Seize the Data #13 - Trust Is the AI Bottleneck with Hari Chidambaram
The conversation closes on a risk most teams are already feeling: the “curse of plenty,” where BI sprawl and semantic drift grow faster than organizations can maintain trust.
What does it really take to operationalize enterprise AI, beyond the demos?
Hari Chidambaram is a senior data and AI leader who has built decision-driven data and AI platforms at Amazon Pay and Intuit Mailchimp. In this Seize the Data conversation, he breaks down why most AI transformation efforts stall when they hit real-world ambiguity - unclear definitions, messy data, and weak ownership. AI does not remove judgment. It puts it under a spotlight.
We also get into the modern foundations that make AI usable inside complex organizations: customer 360 and identity across siloed systems, governed data with semantic clarity, and connected context through knowledge graphs. The conversation closes on a risk most teams are already feeling: the “curse of plenty,” where BI sprawl and semantic drift grow faster than organizations can maintain trust.
Seize the Data is an initiative by Datalogz to host conversations with data leaders to gather and share insights about what's happening and what's to come in the space. Find out more about us here: datalogz.io.
Frequently Asked Questions
Common questions about this topic, answered.
Why do enterprise AI transformation efforts stall after the demo phase?
According to Hari Chidambaram, a senior data and AI leader from Amazon Pay and Intuit Mailchimp, most AI efforts stall when they hit real-world ambiguity—unclear definitions, messy data, and weak ownership. AI doesn't remove the need for human judgment; it puts existing data quality and governance gaps under a spotlight.
What foundational capabilities do organizations need before deploying enterprise AI?
Successful enterprise AI requires three key foundations: customer 360 and identity resolution across siloed systems, governed data with semantic clarity, and connected context through knowledge graphs. Without these, AI tools struggle to deliver reliable, trustworthy outputs in complex organizations.
What is the curse of plenty in BI and analytics environments?

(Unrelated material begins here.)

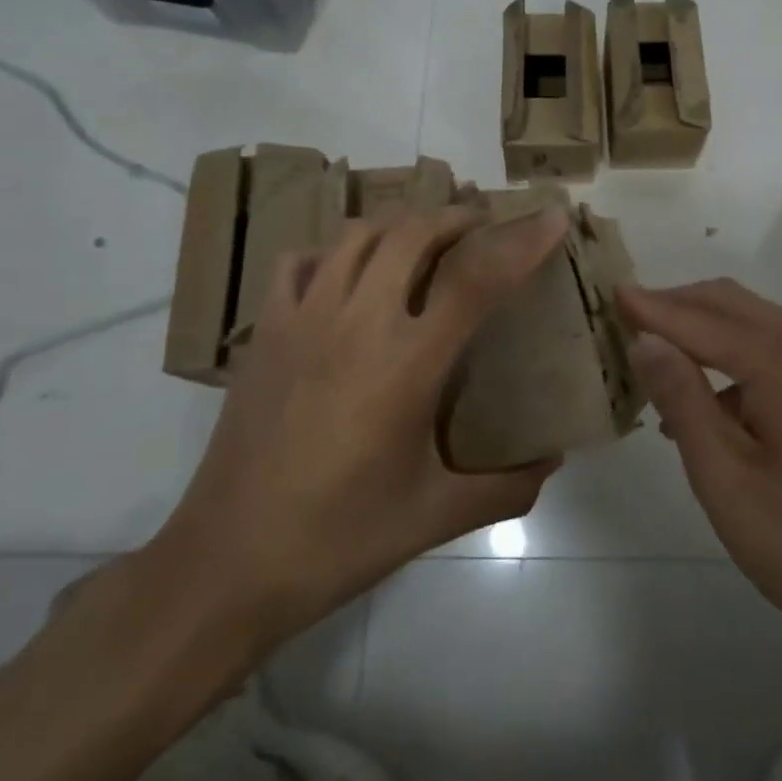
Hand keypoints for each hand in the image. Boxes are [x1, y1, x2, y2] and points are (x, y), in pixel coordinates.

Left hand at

The 'curse of plenty' describes how BI sprawl and semantic drift grow faster than organizations can maintain trust in their data assets. This happens when dashboards, reports, and metrics proliferate without governance, making it increasingly difficult to know which assets are accurate or authoritative. Datalogz addresses this by governing over 720,000 BI assets across enterprise deployments, helping teams identify and eliminate redundant or unreliable content.
How does BI sprawl impact AI readiness in enterprises?
BI sprawl creates conflicting definitions, duplicate metrics, and unclear data ownership—all of which undermine AI systems that depend on consistent, trusted data. Organizations experiencing sprawl often find their AI initiatives bottlenecked by the need to first establish semantic clarity and governance. Datalogz has identified over 1.4 million optimization issues across customer BI environments, many related to governance gaps that would compromise AI initiatives.
Why is trust considered the bottleneck for enterprise AI adoption?
Trust is the bottleneck because AI amplifies existing data problems rather than solving them. When data definitions are ambiguous, ownership is unclear, or semantic drift has occurred across BI assets, AI outputs inherit those inconsistencies. Building trust requires governed data foundations with clear lineage and semantic clarity before AI can deliver reliable business value.